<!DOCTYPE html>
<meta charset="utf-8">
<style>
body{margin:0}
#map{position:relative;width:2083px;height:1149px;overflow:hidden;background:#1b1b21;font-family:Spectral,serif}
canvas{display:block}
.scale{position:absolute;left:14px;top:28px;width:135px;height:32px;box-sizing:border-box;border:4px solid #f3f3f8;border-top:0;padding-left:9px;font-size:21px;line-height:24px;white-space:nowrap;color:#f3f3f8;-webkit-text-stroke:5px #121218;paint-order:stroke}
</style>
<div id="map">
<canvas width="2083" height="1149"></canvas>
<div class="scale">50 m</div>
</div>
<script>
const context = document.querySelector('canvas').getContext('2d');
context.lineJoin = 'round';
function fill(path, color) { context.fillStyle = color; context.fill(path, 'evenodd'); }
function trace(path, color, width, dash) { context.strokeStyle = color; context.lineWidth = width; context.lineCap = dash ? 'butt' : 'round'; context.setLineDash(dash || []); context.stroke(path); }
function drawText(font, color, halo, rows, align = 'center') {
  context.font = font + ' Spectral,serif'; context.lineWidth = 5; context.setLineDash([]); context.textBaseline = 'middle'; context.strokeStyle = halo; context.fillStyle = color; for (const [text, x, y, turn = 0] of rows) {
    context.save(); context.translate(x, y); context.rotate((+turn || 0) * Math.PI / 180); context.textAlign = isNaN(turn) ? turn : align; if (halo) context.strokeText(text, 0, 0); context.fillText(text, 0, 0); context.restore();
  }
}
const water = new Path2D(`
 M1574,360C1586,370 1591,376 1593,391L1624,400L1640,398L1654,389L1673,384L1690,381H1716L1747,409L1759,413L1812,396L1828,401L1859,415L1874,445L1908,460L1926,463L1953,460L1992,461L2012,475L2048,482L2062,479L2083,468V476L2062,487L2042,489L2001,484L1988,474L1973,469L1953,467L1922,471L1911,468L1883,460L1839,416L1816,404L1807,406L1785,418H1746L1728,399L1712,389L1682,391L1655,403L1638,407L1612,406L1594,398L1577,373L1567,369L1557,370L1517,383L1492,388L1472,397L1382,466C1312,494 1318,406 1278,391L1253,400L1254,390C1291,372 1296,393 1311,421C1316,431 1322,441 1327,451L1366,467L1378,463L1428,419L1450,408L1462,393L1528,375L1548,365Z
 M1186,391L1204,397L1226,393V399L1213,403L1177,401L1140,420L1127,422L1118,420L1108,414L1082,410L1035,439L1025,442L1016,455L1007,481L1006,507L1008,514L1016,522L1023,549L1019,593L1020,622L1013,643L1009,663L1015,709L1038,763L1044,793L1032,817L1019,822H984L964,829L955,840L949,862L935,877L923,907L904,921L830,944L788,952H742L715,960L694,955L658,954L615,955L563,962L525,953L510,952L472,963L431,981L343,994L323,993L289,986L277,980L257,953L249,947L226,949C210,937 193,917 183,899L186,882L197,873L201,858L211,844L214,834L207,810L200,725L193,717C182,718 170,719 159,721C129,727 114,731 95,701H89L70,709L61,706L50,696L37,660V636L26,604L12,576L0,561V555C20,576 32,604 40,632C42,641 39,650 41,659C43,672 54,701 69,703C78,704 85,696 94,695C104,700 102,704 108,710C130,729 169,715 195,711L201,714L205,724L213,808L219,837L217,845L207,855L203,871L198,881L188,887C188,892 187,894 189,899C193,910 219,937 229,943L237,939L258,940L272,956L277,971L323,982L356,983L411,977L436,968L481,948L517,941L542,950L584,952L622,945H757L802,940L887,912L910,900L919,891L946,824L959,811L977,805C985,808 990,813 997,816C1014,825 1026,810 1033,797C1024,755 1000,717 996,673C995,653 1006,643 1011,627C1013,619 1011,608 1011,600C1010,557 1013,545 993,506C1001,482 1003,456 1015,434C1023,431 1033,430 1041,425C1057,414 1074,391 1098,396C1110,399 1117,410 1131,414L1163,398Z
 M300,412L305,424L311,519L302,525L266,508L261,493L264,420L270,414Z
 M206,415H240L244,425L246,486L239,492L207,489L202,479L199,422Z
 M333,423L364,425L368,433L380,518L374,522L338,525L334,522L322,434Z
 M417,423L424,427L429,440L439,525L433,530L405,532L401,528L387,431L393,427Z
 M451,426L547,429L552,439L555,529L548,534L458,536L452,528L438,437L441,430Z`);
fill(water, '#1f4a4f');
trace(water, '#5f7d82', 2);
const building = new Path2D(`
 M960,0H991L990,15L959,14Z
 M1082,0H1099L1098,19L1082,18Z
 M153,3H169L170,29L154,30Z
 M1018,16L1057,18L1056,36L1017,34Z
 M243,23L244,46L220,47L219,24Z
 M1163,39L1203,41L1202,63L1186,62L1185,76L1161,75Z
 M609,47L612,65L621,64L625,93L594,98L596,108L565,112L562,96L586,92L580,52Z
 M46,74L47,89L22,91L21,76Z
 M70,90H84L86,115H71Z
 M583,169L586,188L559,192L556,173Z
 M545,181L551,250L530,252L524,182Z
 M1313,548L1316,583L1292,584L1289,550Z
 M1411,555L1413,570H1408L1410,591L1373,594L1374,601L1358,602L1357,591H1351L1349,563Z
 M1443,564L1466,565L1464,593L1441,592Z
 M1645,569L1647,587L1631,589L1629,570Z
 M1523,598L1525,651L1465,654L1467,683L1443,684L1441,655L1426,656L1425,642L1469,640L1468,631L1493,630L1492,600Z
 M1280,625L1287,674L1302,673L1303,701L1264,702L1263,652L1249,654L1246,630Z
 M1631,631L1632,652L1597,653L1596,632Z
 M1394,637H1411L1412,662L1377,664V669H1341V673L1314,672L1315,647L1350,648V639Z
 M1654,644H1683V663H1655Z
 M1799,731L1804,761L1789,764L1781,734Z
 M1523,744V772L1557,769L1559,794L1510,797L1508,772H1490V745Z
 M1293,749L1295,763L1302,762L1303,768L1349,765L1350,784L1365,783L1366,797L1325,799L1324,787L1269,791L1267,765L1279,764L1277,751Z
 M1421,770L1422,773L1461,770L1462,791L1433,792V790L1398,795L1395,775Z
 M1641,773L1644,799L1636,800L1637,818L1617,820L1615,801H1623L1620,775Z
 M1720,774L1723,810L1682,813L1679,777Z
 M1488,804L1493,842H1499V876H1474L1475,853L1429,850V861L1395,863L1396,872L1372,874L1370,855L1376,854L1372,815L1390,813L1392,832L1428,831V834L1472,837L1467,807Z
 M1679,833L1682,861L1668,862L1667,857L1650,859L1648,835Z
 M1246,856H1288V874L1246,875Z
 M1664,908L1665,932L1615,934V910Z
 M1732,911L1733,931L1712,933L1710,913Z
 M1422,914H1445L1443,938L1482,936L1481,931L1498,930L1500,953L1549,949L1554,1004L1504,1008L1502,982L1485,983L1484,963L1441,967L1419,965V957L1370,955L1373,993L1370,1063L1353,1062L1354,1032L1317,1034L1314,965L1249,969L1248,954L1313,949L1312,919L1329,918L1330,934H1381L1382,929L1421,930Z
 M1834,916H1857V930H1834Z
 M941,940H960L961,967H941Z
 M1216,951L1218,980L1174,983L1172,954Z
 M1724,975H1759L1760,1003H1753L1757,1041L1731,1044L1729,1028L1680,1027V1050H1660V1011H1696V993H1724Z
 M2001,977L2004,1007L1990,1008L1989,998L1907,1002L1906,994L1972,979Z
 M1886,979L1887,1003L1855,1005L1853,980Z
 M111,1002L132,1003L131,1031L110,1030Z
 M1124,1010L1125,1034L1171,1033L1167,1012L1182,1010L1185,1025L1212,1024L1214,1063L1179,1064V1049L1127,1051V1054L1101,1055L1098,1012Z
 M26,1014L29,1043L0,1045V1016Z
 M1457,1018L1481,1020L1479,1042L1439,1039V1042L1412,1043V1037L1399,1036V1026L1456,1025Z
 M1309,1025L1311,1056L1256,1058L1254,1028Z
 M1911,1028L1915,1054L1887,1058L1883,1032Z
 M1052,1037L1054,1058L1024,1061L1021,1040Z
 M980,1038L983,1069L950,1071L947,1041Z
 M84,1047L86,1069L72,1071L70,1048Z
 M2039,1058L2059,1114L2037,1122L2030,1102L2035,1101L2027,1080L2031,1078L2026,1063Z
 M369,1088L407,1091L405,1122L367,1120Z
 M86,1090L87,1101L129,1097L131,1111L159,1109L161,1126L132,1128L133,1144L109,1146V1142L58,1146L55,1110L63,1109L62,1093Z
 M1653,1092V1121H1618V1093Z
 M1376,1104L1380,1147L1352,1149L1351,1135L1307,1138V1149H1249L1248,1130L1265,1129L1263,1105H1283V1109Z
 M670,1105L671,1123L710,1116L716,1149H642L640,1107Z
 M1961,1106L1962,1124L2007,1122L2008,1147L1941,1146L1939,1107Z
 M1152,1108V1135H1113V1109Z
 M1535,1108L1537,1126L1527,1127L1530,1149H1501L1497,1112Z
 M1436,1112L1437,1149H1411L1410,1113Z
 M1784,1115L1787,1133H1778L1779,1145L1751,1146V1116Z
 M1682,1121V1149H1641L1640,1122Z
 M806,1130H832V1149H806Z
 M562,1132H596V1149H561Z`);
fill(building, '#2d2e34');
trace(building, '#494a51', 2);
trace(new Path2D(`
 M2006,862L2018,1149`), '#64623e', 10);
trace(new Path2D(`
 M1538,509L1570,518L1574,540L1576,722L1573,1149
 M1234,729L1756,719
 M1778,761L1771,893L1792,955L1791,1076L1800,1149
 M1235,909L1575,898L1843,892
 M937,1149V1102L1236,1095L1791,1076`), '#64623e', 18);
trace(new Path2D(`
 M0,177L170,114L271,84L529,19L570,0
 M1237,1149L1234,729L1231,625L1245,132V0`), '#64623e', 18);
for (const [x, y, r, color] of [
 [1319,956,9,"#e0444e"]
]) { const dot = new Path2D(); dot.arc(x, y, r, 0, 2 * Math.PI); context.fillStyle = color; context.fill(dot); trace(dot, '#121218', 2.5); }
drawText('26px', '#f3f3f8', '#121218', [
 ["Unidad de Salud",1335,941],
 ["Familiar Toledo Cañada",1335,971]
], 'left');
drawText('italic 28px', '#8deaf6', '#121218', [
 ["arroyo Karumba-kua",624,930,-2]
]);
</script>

### TASK TO COMPLETE
The range begins at the line containing "M1778,761L1771,893L1792,955L1791,1076L1800,1149" and ends at the last line of the entries; reproduce it exactly.

### ANSWER TO THE PROBLEM
 M1778,761L1771,893L1792,955L1791,1076L1800,1149
 M1235,909L1575,898L1843,892
 M937,1149V1102L1236,1095L1791,1076`), '#64623e', 18);
trace(new Path2D(`
 M0,177L170,114L271,84L529,19L570,0
 M1237,1149L1234,729L1231,625L1245,132V0`), '#64623e', 18);
for (const [x, y, r, color] of [
 [1319,956,9,"#e0444e"]
]) { const dot = new Path2D(); dot.arc(x, y, r, 0, 2 * Math.PI); context.fillStyle = color; context.fill(dot); trace(dot, '#121218', 2.5); }
drawText('26px', '#f3f3f8', '#121218', [
 ["Unidad de Salud",1335,941],
 ["Familiar Toledo Cañada",1335,971]
], 'left');
drawText('italic 28px', '#8deaf6', '#121218', [
 ["arroyo Karumba-kua",624,930,-2]
]);
</script>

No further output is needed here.